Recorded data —
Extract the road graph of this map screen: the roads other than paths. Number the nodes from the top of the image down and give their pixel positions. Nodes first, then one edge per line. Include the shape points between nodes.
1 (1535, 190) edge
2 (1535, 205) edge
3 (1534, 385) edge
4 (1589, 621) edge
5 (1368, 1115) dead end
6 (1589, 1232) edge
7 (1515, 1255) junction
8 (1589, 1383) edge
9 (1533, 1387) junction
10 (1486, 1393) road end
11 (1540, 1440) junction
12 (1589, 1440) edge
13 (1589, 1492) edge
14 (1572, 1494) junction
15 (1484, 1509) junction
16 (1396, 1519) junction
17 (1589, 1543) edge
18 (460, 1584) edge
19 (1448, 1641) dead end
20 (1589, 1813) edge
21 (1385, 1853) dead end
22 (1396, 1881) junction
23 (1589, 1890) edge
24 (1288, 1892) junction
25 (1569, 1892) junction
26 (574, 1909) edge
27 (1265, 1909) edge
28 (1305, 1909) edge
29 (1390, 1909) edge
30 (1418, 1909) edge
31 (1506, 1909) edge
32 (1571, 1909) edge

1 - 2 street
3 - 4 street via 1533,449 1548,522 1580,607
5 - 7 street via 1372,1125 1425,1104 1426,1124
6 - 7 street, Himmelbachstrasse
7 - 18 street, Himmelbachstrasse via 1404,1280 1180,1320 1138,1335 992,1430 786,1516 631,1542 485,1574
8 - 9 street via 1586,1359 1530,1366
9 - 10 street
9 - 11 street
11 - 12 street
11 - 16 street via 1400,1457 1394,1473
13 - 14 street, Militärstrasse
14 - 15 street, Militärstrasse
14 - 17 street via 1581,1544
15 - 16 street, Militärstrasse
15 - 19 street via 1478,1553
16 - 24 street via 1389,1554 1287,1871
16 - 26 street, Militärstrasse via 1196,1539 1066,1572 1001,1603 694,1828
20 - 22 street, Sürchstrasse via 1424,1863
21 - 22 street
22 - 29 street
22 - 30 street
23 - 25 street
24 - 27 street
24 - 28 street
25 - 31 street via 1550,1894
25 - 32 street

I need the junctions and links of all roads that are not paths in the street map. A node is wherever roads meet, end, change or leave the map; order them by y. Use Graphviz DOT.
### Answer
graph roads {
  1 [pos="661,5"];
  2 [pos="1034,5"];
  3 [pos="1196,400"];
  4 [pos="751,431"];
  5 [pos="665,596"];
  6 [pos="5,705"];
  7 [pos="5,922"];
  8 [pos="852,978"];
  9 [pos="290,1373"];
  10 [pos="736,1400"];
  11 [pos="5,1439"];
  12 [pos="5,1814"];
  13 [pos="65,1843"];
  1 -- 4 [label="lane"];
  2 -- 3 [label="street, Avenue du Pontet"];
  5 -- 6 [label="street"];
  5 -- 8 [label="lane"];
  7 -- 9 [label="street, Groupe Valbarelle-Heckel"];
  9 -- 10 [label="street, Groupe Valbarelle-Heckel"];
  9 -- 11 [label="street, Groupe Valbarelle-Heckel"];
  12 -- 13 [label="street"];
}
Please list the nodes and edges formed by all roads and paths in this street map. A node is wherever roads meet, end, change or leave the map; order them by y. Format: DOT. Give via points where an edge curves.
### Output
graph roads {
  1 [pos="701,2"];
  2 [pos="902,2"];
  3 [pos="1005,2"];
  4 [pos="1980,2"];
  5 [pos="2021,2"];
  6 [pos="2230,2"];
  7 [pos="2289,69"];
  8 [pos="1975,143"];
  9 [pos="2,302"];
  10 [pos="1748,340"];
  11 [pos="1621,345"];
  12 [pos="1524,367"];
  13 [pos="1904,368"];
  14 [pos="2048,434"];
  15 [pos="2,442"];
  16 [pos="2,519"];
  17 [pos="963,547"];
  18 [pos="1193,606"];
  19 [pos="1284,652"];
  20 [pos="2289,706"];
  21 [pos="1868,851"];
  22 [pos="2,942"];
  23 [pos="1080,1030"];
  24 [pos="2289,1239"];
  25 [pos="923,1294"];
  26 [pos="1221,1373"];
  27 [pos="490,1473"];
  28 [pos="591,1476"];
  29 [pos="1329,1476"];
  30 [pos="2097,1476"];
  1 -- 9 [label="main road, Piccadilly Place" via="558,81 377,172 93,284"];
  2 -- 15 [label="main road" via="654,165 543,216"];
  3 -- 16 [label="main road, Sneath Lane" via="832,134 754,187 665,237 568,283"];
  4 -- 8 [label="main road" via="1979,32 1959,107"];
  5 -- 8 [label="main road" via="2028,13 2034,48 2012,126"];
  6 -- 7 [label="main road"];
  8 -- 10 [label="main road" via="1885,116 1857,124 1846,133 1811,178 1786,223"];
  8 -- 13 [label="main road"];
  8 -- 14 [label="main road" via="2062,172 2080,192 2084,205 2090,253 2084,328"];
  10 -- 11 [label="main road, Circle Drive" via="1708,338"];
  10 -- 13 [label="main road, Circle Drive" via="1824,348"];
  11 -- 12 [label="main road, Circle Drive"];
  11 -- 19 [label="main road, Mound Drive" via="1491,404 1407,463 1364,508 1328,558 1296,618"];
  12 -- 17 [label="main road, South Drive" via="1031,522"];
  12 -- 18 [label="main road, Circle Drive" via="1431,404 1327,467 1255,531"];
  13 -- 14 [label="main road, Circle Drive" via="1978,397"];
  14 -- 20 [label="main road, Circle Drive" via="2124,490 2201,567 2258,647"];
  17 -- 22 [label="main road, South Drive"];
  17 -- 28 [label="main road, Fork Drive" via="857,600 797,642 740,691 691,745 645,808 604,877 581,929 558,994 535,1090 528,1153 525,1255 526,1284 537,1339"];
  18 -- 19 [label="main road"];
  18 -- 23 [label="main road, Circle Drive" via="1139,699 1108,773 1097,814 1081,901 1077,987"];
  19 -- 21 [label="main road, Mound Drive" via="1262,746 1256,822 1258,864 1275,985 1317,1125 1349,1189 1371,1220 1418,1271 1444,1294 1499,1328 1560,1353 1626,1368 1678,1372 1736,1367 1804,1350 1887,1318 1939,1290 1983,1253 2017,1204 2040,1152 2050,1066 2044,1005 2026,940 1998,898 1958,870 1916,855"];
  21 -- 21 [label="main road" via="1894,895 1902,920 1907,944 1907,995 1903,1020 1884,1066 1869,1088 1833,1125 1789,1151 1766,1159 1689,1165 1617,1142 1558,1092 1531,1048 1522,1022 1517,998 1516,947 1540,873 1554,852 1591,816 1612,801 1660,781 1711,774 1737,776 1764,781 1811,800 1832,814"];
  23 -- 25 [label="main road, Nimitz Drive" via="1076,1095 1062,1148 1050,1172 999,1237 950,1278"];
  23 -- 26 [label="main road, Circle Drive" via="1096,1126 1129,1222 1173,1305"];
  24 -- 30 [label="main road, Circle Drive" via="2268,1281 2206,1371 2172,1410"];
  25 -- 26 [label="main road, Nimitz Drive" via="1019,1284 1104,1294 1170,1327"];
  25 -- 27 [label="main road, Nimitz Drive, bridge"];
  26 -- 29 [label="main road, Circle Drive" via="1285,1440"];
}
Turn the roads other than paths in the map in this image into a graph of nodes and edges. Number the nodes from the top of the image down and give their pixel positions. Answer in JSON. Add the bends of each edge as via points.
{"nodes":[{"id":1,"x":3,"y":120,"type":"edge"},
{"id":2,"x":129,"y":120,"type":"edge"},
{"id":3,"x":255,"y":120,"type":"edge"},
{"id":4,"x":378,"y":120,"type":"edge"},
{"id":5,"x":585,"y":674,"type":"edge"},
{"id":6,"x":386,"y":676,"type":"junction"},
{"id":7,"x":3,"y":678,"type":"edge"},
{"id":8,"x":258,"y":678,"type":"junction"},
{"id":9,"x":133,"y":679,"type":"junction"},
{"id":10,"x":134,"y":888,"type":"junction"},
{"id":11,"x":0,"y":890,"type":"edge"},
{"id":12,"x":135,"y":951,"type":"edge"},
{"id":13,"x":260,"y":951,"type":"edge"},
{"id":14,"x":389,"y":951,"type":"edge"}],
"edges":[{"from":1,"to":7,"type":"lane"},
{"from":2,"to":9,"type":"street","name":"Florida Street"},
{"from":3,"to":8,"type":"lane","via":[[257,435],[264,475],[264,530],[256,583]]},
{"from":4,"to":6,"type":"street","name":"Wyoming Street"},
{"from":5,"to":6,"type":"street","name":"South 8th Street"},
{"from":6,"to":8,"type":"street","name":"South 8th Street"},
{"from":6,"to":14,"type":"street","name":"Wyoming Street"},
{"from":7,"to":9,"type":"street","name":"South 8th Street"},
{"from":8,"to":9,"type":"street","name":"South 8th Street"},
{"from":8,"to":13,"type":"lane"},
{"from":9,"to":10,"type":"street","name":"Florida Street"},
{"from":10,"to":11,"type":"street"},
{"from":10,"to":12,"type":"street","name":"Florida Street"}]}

WHAT IS NEEDED —
Where the string "dead" appears in a line of the entries above, return that line.

TASK ANSWER —
5 (1368, 1115) dead end
19 (1448, 1641) dead end
21 (1385, 1853) dead end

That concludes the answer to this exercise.